■ Work to be completed:
Could you copy each line of the entries that contains "المطراوي"?

=== Stored data ===

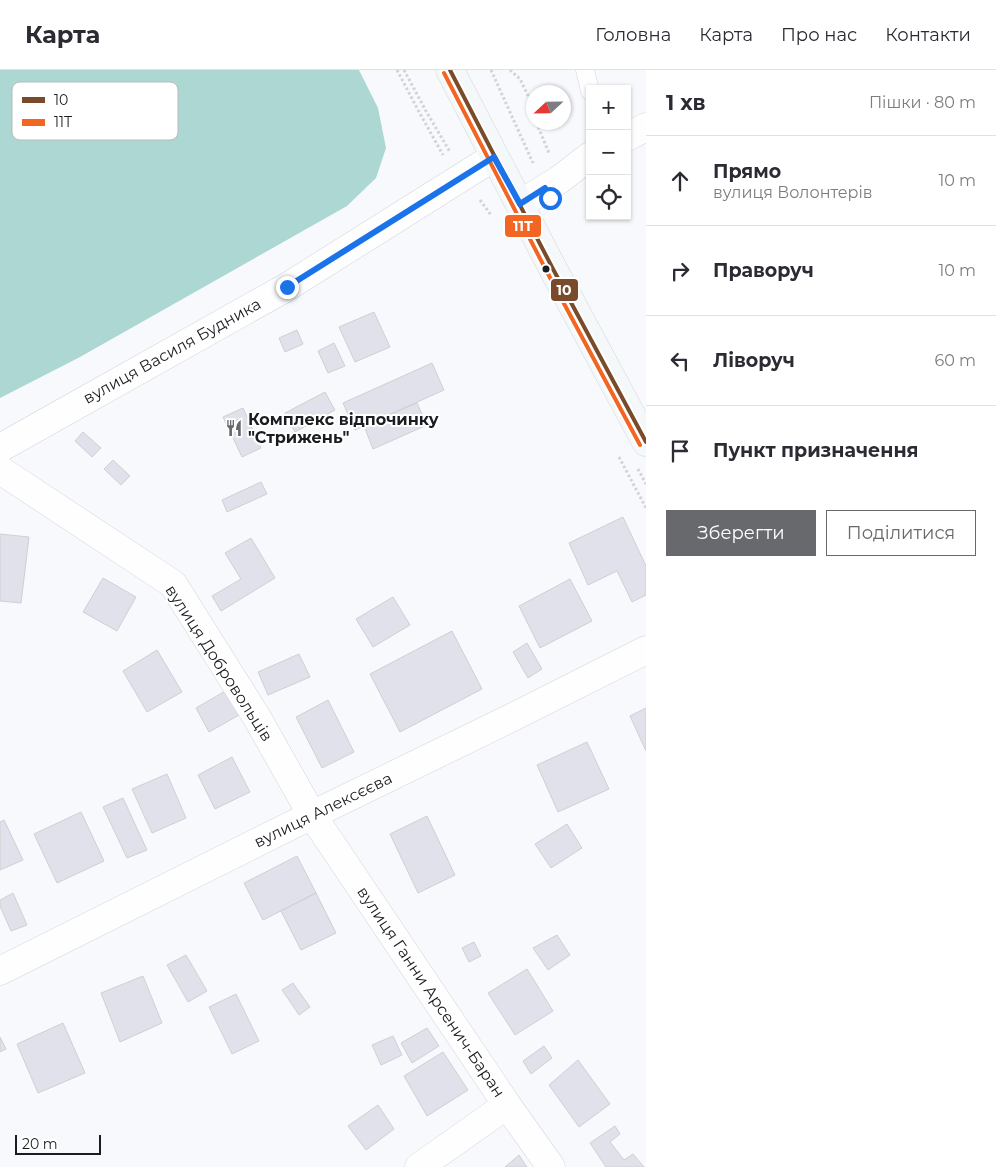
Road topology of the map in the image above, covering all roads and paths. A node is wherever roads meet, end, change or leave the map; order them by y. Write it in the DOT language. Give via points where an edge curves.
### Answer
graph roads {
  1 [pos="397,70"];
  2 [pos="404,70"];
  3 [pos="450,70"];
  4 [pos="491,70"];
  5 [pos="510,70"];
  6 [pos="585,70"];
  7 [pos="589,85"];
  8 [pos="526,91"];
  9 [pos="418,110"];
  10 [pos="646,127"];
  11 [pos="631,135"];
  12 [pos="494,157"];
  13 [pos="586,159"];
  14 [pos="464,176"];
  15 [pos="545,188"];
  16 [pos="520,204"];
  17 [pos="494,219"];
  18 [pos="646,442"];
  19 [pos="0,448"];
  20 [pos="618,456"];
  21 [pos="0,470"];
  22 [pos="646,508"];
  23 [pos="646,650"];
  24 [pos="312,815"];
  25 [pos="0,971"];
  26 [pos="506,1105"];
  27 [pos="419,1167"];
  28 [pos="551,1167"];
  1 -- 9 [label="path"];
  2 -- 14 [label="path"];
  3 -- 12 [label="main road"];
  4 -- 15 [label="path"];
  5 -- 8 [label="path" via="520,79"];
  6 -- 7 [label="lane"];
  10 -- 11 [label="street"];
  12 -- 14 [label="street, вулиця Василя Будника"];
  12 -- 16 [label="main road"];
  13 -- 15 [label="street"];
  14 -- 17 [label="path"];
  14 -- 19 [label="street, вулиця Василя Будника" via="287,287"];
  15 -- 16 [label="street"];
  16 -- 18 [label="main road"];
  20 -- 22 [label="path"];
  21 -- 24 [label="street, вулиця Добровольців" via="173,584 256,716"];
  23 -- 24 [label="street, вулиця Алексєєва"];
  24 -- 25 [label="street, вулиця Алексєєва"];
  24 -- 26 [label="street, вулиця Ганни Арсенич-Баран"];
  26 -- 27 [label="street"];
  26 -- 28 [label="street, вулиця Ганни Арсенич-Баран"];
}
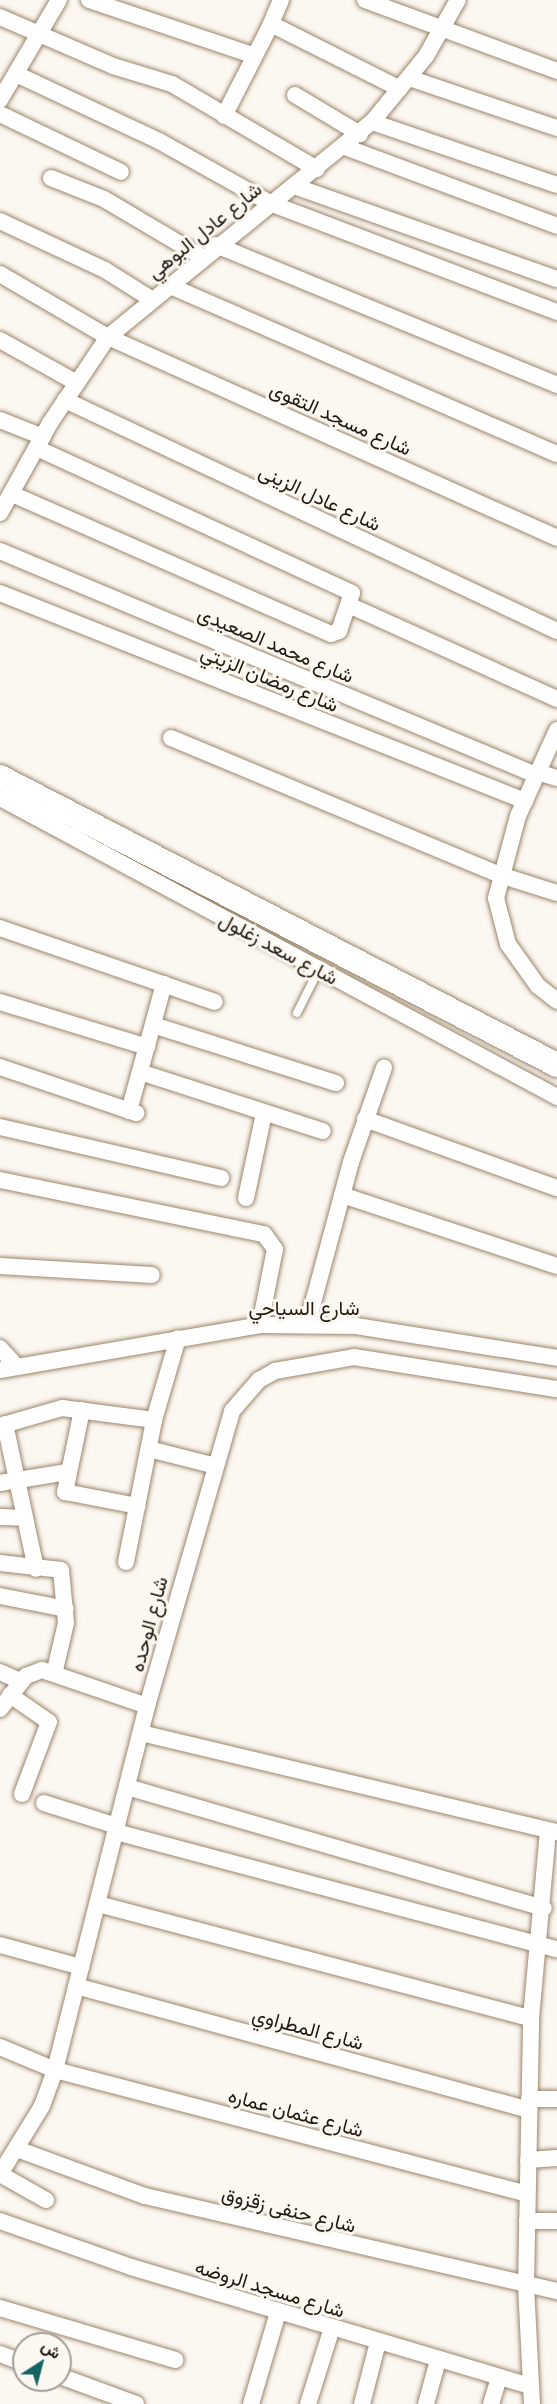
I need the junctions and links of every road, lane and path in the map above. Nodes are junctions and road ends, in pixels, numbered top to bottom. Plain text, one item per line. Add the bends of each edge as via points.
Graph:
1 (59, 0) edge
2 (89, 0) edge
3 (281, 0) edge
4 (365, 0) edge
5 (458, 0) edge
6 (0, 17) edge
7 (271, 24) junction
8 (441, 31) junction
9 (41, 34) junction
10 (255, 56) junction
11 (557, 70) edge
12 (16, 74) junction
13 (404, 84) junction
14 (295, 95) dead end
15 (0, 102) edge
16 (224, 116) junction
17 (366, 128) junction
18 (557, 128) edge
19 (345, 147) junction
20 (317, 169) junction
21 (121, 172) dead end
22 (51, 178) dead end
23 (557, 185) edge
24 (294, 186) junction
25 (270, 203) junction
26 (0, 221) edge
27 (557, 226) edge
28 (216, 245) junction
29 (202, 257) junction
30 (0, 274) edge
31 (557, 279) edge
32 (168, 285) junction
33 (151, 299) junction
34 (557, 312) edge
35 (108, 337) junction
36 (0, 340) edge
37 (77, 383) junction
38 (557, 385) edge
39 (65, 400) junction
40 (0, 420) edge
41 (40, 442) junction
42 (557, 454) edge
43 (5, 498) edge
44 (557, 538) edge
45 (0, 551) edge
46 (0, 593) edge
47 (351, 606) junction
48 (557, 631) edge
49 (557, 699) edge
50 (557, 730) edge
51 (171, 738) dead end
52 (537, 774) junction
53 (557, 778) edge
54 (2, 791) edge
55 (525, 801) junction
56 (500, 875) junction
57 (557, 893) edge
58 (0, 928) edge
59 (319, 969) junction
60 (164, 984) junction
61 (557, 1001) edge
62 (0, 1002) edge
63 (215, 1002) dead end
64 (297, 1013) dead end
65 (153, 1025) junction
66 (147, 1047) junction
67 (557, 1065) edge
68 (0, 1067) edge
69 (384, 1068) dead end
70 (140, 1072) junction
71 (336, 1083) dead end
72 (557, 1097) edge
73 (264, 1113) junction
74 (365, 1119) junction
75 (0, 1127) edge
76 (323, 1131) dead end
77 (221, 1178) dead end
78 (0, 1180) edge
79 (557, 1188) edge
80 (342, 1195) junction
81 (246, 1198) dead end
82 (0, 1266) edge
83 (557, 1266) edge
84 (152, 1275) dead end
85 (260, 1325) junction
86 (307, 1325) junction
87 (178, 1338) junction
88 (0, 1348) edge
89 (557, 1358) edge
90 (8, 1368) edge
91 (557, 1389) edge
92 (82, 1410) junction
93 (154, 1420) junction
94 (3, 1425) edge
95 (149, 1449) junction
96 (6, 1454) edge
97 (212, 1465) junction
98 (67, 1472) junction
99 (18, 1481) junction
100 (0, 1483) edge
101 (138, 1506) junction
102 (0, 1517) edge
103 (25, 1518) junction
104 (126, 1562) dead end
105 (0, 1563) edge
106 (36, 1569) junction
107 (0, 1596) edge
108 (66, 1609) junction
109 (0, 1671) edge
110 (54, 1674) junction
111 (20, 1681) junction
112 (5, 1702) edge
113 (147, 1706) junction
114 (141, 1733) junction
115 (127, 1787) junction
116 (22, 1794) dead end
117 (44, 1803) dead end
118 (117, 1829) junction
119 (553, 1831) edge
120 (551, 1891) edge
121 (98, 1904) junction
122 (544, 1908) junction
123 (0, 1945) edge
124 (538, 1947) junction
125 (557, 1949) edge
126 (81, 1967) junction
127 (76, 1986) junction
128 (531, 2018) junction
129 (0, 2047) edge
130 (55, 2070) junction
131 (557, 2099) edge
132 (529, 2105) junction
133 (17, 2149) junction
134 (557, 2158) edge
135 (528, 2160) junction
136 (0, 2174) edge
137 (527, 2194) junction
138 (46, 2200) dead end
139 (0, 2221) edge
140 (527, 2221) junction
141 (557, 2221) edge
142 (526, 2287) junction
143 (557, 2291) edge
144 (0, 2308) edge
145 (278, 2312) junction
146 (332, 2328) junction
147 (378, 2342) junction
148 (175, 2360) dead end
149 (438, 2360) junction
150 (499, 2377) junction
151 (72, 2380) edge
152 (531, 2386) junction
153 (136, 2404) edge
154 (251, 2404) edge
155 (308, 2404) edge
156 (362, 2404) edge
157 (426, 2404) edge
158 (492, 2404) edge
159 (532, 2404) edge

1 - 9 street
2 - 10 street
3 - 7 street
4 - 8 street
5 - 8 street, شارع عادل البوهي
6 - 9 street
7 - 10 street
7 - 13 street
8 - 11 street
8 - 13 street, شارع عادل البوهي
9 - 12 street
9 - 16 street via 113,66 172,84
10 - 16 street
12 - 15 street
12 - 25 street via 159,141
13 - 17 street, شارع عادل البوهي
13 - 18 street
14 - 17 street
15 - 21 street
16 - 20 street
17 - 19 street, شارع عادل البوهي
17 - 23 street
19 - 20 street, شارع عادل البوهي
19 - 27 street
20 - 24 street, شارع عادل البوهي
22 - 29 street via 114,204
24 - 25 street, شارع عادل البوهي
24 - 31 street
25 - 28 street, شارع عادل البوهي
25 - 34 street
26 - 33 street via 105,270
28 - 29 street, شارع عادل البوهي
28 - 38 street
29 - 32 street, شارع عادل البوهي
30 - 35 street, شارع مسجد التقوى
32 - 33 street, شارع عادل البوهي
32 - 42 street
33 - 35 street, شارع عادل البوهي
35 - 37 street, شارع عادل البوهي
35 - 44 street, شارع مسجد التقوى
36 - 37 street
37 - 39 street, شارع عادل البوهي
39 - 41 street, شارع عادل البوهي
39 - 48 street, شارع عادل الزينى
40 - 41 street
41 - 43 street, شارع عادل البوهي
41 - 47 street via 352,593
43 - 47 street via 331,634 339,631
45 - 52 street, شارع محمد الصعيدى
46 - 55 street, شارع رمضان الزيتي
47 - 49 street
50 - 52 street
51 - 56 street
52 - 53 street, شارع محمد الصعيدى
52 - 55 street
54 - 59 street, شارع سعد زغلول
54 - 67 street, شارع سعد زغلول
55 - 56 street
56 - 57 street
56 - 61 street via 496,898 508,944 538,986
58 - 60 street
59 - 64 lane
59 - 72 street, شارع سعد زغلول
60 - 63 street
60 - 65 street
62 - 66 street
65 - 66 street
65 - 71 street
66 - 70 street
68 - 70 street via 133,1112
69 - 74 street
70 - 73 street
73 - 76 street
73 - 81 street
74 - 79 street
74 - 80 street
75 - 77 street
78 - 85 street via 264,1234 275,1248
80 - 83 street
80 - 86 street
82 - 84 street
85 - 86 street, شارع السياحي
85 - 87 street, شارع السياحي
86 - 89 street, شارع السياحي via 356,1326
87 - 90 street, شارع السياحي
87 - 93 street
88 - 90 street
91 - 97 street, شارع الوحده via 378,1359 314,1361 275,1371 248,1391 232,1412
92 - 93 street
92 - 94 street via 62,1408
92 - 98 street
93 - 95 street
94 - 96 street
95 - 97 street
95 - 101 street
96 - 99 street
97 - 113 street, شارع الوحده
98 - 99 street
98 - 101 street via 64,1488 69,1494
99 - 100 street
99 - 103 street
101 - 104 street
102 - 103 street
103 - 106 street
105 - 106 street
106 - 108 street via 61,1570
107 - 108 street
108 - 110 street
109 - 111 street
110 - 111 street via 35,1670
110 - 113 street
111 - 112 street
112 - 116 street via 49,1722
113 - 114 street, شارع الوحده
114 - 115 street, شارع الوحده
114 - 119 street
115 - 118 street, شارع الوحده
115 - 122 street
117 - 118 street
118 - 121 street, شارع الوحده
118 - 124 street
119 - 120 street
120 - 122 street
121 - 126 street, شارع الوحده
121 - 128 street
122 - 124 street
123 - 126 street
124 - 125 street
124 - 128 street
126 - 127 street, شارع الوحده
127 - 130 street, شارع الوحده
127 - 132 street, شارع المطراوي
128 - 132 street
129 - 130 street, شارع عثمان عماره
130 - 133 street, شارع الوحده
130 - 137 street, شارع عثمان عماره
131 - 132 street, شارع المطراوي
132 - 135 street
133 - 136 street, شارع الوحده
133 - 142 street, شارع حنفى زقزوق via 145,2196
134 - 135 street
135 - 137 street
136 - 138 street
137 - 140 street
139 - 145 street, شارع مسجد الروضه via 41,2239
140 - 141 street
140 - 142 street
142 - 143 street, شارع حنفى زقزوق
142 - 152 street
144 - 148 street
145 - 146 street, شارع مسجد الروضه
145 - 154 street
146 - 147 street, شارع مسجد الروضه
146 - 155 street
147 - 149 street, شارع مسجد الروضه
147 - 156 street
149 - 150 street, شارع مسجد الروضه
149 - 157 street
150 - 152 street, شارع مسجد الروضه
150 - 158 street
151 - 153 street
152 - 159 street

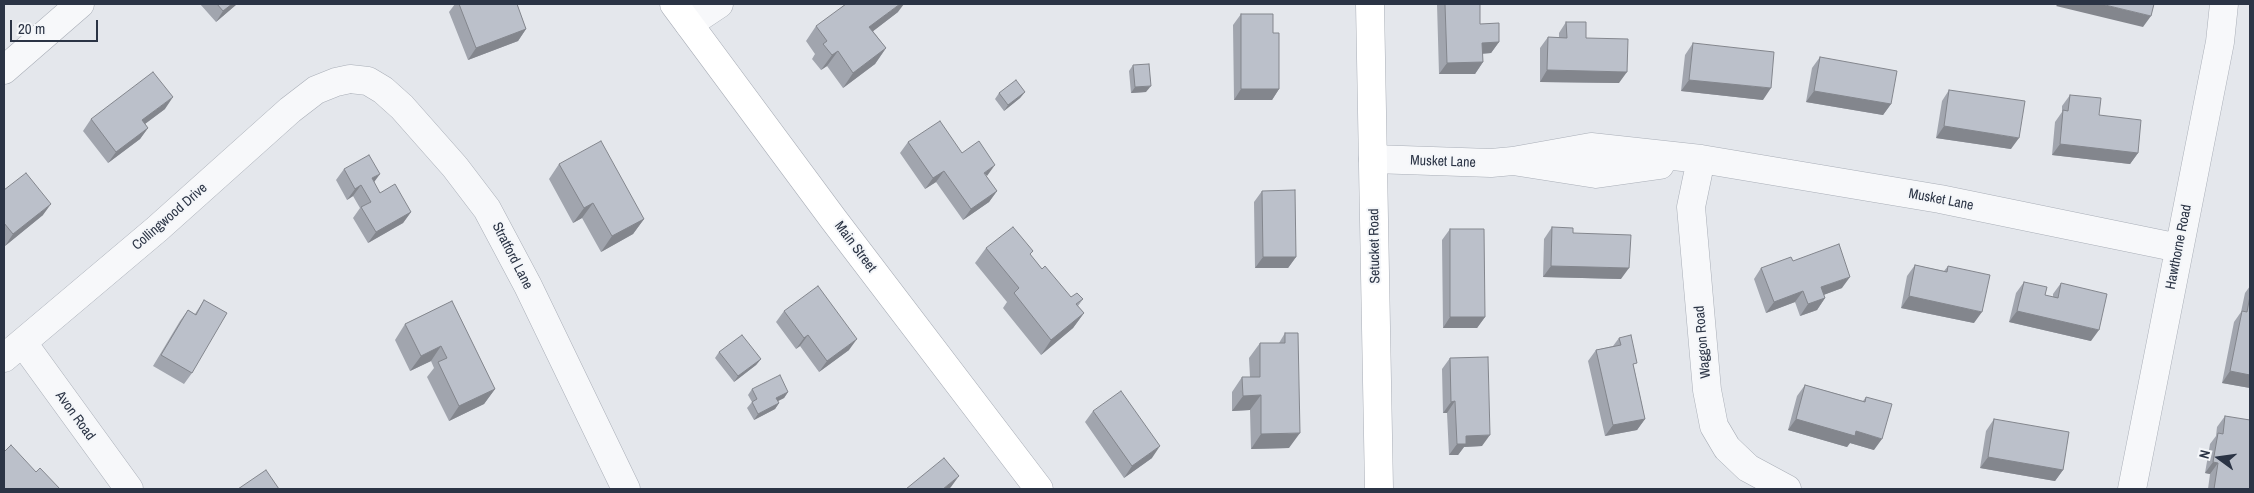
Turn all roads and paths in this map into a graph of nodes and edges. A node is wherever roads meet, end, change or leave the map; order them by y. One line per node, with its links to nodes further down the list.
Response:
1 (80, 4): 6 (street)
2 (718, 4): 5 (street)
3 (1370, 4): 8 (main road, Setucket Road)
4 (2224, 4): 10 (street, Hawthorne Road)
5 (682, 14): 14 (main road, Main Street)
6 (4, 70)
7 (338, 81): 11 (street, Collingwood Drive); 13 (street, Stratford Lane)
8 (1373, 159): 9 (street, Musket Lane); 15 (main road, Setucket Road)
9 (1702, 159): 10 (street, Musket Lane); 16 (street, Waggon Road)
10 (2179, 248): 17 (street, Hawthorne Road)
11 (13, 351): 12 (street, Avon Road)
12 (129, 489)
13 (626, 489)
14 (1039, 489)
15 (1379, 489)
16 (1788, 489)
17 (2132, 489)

===

■ Answer for this exercise:
127 - 132 street, شارع المطراوي
131 - 132 street, شارع المطراوي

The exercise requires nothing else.